Wait, wait…our bad…y’all explained that already…so let’s see if we got it…they changed the formulas…made the assessment and how performance scores are determined more rigorous…so that explains it, right?

Wrong.

Sure, we started to feel bad that a school like Nelson Elementary, which actually saw its score rise slightly. Had 2018 data been assessed the same as last year, it would have seen its letter grade creep up from an F to D. Instead, it remained at an F.  We nearly went into mourning for Kipp Leadership, which earned a 70.5 SPS in 2017, a score good enough to be assigned a letter grade of C only to plummet to a 59.3 this year—earning it a D. Heck, we almost felt sorry for every school on the list, even Lusher, whose SPS dropped 14 points.

There are many other similar scenarios. Check out the data for yourself on page 5. But just before our eyeballs started to sweat, we realized two things. First, we realized that we’ve seen this before—changing the thresholds, amending the laws and otherwise altering how passing and failing schools are determined. Call it déjà vu. This was exactly how the takeover of public schools in Orleans Parish was engineered and orchestrated after Katrina.

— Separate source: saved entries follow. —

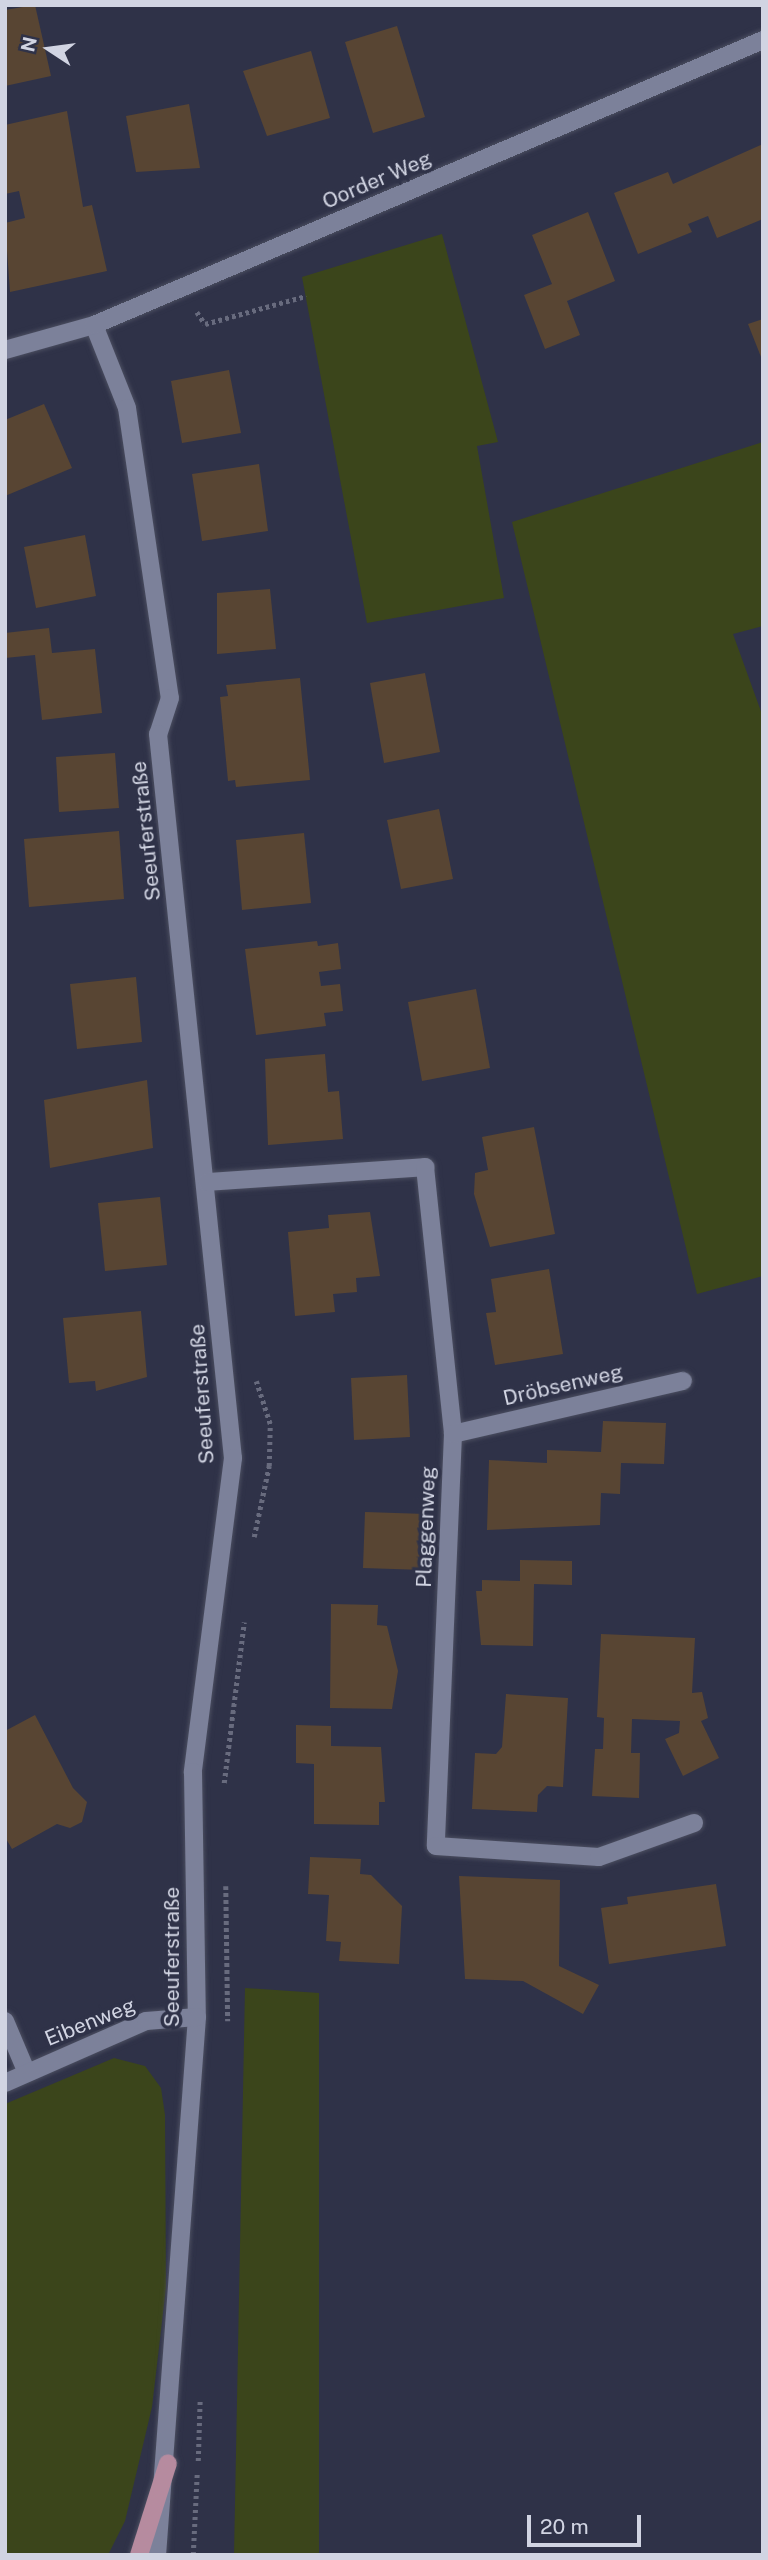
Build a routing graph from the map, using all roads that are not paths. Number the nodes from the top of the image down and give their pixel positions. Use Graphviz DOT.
graph roads {
  1 [pos="763,40"];
  2 [pos="94,325"];
  3 [pos="5,350"];
  4 [pos="207,1182"];
  5 [pos="683,1381"];
  6 [pos="453,1434"];
  7 [pos="694,1823"];
  8 [pos="197,2017"];
  9 [pos="5,2021"];
  10 [pos="27,2073"];
  11 [pos="5,2083"];
  12 [pos="168,2463"];
  13 [pos="139,2555"];
  14 [pos="157,2555"];
  1 -- 2 [label="street, Oorder Weg"];
  2 -- 3 [label="street, Oorder Weg"];
  2 -- 4 [label="street, Seeuferstraße"];
  4 -- 6 [label="street, Plaggenweg"];
  4 -- 8 [label="street, Seeuferstraße"];
  5 -- 6 [label="street, Dröbsenweg"];
  6 -- 7 [label="street, Plaggenweg"];
  8 -- 10 [label="street, Eibenweg"];
  8 -- 12 [label="street, Seeuferstraße"];
  9 -- 10 [label="street"];
  10 -- 11 [label="street, Eibenweg"];
  12 -- 13 [label="main road"];
  12 -- 14 [label="street, Seeuferstraße"];
}
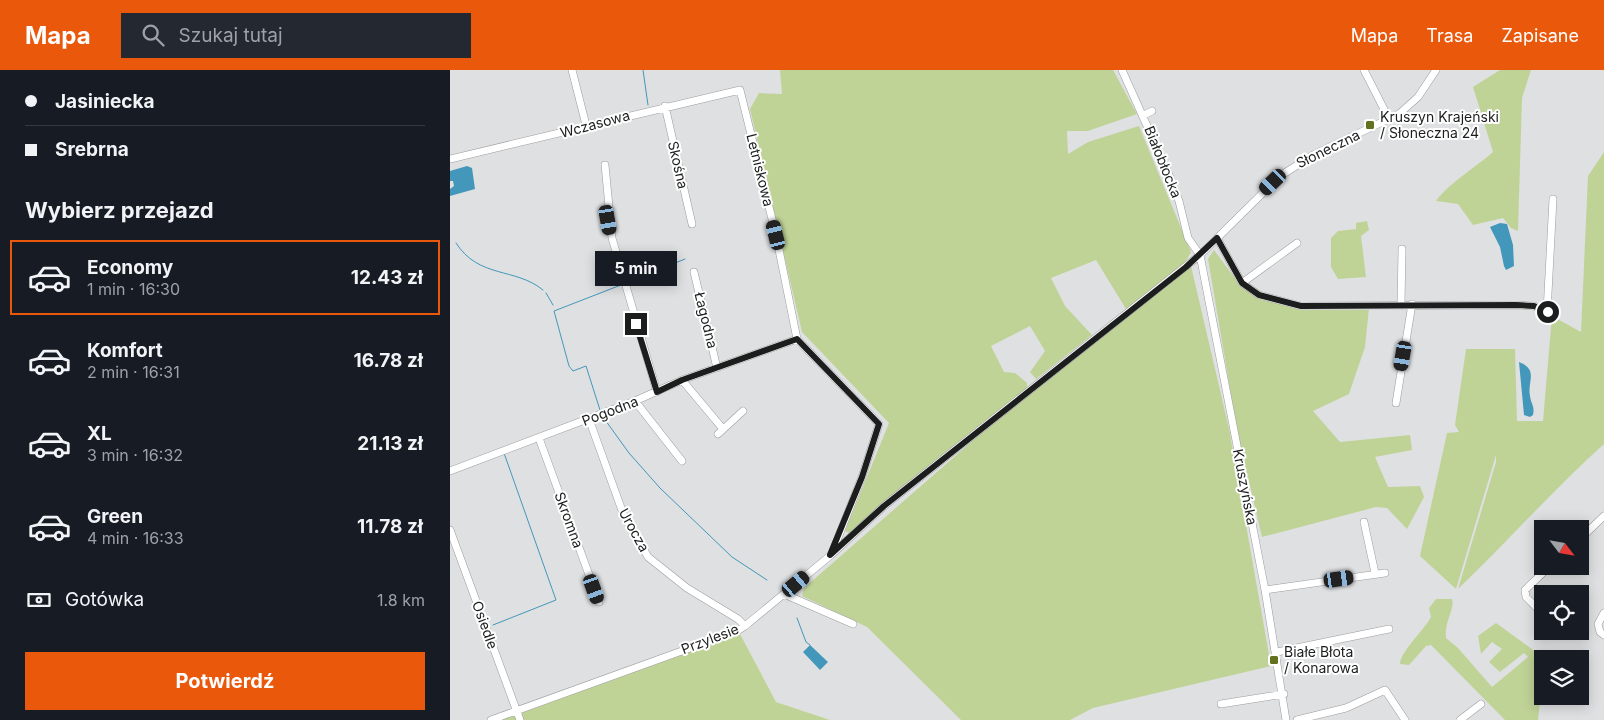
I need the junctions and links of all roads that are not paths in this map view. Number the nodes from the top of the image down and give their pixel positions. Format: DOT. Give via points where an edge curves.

Uh, anybody else remembers those days before August 2005, when 87.4 was a passing school performance score and only five public schools in Orleans Parish failed to reach that threshold. Those were the days before “Recovery School District” became a household name though it had long existed…those days before the state legislature pencil whipped our local system, voting to lower the failing SPS from 87.4 to 60 and rewriting the law to make nearly every school under the Orleans Parish School Board a failing one to make the takeover easier.

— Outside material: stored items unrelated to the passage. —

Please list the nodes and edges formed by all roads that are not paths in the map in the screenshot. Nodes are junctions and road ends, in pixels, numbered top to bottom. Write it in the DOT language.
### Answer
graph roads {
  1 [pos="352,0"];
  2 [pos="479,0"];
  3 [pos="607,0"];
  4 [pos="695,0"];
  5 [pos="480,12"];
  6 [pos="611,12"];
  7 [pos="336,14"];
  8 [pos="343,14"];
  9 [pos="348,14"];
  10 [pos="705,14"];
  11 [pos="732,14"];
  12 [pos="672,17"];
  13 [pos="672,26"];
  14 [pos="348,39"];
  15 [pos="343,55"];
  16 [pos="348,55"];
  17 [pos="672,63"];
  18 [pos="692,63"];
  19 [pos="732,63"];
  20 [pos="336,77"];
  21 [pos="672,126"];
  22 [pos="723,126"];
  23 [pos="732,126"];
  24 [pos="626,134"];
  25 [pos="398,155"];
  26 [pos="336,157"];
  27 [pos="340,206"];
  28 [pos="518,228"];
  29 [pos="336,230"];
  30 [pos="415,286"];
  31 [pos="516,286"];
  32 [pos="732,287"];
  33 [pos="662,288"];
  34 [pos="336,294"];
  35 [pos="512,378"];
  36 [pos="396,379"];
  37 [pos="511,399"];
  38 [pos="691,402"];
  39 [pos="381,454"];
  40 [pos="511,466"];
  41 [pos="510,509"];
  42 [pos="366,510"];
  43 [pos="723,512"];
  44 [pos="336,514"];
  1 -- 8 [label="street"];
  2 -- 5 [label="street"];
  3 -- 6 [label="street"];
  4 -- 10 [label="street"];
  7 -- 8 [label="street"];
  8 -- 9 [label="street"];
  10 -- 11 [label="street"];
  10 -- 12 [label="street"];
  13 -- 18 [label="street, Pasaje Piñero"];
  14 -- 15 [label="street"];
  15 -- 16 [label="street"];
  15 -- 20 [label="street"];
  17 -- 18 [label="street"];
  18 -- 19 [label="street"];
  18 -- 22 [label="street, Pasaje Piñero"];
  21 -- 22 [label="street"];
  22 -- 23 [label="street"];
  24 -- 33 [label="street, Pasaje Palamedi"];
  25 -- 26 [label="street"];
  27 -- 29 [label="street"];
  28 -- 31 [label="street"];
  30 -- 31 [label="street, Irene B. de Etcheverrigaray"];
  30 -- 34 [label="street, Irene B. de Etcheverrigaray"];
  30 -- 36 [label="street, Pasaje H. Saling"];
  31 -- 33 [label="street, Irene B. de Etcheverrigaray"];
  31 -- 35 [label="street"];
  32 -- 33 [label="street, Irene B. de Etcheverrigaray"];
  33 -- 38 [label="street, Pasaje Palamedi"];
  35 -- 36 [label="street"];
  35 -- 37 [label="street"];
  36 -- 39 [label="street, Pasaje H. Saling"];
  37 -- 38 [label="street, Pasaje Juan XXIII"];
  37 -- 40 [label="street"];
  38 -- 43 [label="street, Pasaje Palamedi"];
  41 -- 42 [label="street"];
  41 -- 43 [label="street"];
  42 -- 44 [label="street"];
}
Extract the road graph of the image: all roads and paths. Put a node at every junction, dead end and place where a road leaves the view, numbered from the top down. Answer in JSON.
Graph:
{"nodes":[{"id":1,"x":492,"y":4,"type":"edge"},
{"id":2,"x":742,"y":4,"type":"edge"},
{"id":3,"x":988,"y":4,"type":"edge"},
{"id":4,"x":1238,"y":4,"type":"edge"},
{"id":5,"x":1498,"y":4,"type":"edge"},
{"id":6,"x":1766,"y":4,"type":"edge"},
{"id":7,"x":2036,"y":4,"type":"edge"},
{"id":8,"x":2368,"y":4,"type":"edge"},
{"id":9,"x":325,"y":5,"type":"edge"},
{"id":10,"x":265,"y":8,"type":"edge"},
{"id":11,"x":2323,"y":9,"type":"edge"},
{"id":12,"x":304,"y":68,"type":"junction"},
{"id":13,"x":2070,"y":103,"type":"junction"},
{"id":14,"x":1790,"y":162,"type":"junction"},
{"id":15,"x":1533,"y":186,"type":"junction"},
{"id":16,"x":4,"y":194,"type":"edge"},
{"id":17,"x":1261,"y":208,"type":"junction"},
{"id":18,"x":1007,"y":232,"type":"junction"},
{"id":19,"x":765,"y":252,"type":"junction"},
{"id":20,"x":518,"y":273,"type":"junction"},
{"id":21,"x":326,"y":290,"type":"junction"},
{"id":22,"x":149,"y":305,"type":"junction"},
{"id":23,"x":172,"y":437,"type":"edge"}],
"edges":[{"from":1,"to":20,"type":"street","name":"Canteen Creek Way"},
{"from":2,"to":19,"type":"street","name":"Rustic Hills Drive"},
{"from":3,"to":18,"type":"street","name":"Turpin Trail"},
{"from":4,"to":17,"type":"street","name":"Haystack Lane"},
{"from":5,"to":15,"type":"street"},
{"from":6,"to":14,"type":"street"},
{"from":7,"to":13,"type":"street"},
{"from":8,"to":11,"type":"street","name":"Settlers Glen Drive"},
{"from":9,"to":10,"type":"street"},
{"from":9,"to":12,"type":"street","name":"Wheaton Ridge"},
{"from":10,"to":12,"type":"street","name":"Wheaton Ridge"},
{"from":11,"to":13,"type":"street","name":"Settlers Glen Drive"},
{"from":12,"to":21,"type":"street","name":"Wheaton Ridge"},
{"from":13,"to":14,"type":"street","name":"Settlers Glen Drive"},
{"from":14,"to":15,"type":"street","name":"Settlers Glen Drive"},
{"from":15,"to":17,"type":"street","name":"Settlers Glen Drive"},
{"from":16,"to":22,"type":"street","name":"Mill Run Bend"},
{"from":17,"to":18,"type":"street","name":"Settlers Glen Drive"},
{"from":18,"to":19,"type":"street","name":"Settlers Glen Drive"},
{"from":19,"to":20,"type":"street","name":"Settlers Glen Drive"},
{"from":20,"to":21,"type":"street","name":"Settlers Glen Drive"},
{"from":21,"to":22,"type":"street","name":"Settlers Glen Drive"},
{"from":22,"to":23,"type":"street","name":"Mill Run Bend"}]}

Better still, does anybody recall how the state then went back a few years later and raised the passing SPS to hide the fact that schools that had been taken over were failing miserably?

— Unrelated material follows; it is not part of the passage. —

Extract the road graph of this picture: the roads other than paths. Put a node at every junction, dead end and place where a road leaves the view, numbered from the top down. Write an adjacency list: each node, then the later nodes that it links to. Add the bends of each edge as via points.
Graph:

The evidence of these shenanigans is visible today. For example, based on the pre-Katrina SPS standard of 87.4, only six of 74 public schools in Orleans Parish (including those that were just “returned” from the RSD) would be considered passing today. In other words, only six of 74 schools earned an SPS score of 87.4 or better in the 2018 SPS assessment. The rest of the lot—68 schools—earned less, in some cases way less than 87.4, and would have been considered failing even before Katrina. In fact, 40 of those schools would have been taken over without the help of the legislature lowering the failing SPS to 60. Yet somehow, even with SPS scores of 85.1 and lower, eight of them will proudly boast that they earned letter grades of B in 2018. And another 31 have earned Cs even though their 2018 school performance score would have been considered failing even before Katrina. If you aren’t confused, you ought to be.  Allow us to state this in another way. Based on 2018 school performance scores, only six schools in Orleans Parish are performing as well or better than schools were before Hurricane Katrina. By the way, these schools–Lusher, Franklin, Hynes, Lake Forest, Karr and Warren Easton–were top performers before the the takeover. Based on scores, the rest are performing worse than they were before the storm. That’s right. Their current school performance scores—scores lower than 87.4—would have gotten them taken over even before Katrina.

This is positive that not all of our schools were not failing or performing miserably or ever needed to be taken over. That’s the second thing we remembered—that this takeover was a farce and the story of the failing, poor-performing Orleans Parish School System that needed to be dismantled was just that—a story, a fairytale spun and twisted to make way for those who wanted to profit from the disaster that beset our community and even worse, those intent on profiting from our children at the expense of their education. So here we are in November 2018, and the only thing our schools need to recover from is the last 13 years of so-called education reform.

By the way, every single elected and appointed official directly responsible for this travesty and every community leader whose silence or support was swapped for personal gain owe the children, parents, veteran educators and taxpayers of New Orleans dearly. Your empty apologies and shoulder shrugs mean nothing to us now.  You had an obligation and a responsibility to serve this community, and you failed the children miserably.